_Work order:_ Scan the records below, and wherever a line has the word "lines", pull it out.

_Entries provided:_

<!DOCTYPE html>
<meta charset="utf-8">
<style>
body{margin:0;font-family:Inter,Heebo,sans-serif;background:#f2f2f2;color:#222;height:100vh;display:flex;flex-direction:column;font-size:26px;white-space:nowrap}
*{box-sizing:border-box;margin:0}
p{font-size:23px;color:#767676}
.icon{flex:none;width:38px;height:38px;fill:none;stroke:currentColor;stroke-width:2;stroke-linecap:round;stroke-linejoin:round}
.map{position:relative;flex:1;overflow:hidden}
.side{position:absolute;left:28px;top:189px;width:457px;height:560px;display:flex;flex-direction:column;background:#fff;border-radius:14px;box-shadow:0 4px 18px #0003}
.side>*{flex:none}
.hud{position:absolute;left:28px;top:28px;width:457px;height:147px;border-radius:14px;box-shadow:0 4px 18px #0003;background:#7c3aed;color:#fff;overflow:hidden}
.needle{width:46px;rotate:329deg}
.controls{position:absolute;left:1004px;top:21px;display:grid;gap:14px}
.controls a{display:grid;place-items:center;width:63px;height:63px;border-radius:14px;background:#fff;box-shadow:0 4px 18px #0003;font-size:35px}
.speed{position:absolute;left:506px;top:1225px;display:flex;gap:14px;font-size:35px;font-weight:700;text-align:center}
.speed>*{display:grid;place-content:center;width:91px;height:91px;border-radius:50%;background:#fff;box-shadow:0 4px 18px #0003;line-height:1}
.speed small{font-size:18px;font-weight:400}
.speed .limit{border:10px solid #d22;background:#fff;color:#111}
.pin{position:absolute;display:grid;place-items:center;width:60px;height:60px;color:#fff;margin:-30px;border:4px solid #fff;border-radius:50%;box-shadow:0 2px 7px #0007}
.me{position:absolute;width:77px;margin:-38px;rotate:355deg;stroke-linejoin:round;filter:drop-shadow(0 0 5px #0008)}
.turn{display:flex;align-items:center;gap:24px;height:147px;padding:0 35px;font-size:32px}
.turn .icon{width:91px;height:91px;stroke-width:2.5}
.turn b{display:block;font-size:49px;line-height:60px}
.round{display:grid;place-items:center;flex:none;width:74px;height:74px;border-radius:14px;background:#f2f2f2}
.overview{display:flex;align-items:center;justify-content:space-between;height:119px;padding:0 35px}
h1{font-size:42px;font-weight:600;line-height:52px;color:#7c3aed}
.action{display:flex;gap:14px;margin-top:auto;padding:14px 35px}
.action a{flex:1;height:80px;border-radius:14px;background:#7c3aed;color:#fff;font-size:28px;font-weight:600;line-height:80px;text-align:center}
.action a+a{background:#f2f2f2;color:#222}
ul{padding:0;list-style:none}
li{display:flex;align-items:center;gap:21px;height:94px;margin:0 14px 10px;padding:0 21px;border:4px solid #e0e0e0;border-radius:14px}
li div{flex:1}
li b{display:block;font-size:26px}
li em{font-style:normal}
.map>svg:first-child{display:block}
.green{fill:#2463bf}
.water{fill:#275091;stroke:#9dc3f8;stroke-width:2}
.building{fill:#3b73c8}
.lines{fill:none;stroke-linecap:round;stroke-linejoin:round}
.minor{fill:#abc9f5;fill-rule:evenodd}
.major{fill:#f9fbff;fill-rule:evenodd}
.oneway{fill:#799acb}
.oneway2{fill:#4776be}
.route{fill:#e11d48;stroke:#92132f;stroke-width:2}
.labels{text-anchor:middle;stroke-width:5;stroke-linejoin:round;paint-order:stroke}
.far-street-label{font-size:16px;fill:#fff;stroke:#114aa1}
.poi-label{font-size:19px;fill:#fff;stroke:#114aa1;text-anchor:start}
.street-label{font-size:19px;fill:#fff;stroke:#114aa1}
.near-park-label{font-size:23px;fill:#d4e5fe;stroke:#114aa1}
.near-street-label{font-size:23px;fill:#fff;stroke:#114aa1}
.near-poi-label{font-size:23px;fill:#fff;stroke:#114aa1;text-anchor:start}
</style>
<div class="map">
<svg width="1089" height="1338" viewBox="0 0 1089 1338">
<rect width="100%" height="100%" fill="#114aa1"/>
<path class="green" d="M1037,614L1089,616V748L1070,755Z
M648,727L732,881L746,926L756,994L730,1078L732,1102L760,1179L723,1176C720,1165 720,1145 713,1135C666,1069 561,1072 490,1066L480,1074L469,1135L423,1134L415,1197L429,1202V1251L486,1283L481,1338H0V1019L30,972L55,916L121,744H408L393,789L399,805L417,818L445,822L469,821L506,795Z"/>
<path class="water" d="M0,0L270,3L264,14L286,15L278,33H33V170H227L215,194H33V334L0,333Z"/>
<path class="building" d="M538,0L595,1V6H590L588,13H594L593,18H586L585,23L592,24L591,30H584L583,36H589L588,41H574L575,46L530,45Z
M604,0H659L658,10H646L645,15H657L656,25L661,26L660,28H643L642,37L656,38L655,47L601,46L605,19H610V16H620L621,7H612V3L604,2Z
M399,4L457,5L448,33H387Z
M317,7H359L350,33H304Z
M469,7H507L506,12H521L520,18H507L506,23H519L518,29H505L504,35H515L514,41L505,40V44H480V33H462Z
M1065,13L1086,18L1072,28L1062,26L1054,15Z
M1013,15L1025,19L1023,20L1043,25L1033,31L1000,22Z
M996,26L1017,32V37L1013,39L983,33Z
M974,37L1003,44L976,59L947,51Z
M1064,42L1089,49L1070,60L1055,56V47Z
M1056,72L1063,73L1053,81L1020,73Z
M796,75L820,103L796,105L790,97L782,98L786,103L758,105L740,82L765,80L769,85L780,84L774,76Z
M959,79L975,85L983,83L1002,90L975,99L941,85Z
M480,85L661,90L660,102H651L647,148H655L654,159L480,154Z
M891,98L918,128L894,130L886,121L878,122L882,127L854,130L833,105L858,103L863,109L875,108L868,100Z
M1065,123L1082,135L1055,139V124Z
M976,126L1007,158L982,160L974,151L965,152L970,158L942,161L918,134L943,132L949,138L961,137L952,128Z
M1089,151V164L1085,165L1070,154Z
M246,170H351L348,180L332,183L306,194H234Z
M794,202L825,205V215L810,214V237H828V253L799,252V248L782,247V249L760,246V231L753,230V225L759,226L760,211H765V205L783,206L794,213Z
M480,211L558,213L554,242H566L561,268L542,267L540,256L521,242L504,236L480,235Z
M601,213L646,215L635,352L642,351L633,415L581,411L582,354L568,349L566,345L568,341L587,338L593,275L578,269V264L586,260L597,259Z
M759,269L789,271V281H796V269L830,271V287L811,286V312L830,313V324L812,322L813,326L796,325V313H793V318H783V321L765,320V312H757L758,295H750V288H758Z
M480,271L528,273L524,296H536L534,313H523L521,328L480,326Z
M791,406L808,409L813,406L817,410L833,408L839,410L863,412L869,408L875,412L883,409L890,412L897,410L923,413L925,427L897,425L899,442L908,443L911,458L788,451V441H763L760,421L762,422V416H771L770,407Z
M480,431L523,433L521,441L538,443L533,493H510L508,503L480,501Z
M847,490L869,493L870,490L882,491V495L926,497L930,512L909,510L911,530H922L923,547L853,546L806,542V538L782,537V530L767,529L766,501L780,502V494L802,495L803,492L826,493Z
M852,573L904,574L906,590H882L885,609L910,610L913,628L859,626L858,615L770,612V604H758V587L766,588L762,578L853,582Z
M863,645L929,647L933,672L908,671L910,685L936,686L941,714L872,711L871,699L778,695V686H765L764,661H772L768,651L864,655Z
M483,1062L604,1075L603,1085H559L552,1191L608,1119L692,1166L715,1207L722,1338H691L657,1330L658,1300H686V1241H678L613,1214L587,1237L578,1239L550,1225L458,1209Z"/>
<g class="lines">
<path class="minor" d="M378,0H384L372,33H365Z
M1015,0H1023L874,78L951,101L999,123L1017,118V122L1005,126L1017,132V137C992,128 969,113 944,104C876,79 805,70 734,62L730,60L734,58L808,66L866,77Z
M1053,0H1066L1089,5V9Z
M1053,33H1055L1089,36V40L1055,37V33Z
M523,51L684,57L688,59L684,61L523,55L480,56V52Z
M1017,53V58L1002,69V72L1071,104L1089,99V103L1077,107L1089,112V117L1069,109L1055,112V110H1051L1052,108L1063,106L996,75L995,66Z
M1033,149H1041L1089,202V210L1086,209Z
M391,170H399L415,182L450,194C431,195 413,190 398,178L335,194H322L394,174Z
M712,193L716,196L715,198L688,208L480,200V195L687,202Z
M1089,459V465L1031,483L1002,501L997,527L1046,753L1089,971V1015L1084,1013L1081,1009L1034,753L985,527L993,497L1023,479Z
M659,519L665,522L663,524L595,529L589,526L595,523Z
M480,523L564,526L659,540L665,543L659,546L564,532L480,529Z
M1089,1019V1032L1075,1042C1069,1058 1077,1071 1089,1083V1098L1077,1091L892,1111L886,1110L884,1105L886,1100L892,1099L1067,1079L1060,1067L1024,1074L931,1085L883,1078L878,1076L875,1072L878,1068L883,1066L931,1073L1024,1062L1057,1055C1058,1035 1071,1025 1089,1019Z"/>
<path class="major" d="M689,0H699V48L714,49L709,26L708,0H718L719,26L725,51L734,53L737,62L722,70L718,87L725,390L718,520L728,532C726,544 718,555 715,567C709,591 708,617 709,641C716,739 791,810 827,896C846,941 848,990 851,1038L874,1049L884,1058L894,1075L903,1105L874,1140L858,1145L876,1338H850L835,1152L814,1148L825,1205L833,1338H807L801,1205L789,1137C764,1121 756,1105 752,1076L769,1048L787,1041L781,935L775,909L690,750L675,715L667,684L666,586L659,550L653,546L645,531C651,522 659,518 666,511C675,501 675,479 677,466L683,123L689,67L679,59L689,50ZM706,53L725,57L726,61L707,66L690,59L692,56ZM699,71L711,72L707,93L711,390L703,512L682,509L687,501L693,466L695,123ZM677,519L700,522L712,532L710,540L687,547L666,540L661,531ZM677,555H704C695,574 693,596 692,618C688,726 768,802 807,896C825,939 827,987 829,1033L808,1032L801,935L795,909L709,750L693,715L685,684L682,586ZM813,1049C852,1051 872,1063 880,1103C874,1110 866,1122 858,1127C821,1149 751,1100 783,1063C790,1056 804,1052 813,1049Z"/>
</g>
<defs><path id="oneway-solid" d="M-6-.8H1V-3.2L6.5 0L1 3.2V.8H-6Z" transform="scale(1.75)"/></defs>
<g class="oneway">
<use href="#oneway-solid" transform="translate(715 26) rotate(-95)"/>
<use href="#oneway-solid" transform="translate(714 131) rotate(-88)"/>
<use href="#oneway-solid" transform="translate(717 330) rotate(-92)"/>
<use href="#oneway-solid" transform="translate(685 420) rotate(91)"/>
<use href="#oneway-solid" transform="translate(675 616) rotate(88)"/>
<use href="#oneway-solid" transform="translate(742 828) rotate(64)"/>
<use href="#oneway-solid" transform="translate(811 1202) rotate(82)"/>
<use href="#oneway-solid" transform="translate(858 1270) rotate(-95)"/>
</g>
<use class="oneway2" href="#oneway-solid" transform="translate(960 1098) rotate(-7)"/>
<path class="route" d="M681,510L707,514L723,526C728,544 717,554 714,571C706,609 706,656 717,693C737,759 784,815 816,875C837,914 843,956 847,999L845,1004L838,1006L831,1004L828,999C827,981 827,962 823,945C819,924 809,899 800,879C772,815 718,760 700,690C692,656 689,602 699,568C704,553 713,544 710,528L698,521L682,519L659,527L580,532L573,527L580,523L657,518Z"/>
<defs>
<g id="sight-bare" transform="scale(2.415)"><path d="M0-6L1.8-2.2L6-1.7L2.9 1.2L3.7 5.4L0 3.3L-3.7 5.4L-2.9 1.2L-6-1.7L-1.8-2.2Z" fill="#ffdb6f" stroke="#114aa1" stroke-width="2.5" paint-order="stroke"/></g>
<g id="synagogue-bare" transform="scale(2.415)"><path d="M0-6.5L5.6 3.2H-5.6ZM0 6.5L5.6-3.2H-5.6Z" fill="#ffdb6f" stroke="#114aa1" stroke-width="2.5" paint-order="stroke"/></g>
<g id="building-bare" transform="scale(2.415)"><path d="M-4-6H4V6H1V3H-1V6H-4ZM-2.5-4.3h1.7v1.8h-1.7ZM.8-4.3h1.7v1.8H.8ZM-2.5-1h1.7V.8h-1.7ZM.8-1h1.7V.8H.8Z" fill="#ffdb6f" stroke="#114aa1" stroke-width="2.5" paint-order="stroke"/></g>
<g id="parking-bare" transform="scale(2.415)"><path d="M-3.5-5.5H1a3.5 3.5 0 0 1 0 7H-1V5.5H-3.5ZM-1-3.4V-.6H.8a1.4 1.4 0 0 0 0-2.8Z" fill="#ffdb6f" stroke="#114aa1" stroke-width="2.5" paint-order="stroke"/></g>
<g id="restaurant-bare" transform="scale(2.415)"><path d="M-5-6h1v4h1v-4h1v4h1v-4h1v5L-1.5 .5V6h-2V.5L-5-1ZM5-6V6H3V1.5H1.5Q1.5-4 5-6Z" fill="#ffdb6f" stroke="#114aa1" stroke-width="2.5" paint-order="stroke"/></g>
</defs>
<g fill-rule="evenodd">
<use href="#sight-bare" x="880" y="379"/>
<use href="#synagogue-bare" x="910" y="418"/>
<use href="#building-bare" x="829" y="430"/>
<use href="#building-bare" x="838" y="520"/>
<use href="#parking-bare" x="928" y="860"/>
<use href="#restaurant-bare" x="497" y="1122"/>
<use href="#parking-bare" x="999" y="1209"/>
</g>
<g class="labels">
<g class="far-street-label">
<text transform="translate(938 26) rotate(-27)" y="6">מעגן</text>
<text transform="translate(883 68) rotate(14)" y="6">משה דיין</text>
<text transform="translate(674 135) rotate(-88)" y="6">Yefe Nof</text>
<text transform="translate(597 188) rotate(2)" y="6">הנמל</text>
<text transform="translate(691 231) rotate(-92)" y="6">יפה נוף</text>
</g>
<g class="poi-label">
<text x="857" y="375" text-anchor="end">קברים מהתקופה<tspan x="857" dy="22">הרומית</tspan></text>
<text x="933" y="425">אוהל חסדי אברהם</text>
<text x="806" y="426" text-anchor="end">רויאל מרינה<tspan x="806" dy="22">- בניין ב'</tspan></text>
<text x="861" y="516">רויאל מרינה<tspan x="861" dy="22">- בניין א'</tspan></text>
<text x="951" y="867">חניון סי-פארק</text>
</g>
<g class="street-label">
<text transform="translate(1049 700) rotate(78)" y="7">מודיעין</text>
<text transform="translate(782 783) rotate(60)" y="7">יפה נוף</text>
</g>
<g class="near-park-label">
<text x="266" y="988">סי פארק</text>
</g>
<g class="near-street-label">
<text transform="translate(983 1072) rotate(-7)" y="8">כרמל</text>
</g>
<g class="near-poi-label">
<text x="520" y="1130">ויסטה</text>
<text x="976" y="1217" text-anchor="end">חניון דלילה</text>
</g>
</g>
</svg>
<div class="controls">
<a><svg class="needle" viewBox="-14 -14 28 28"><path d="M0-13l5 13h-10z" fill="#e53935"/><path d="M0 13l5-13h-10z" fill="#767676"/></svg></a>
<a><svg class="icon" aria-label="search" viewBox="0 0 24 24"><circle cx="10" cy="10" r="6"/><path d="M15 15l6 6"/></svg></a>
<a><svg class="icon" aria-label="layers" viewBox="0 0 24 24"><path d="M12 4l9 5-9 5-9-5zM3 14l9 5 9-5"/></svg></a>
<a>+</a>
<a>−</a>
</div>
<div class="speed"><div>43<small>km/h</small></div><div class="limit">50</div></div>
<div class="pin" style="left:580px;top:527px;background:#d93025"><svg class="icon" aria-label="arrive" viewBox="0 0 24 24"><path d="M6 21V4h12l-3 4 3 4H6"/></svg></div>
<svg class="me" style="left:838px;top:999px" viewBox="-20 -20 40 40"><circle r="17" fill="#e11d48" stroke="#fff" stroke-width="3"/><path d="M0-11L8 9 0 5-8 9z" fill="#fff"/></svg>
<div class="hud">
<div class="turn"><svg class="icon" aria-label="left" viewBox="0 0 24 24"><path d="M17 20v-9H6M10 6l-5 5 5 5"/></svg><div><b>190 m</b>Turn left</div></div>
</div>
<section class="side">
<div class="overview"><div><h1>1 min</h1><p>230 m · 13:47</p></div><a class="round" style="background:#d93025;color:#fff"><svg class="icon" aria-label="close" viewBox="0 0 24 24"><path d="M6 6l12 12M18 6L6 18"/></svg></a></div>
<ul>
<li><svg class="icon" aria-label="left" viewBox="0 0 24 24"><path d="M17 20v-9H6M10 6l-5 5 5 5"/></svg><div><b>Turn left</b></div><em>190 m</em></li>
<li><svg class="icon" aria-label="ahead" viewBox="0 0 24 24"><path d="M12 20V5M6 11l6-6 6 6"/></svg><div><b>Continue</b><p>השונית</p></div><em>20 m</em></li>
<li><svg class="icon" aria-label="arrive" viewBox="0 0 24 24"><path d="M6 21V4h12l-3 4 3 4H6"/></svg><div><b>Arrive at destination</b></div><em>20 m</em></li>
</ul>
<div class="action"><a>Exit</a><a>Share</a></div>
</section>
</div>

_Exercise answer:_
.lines{fill:none;stroke-linecap:round;stroke-linejoin:round}
<g class="lines">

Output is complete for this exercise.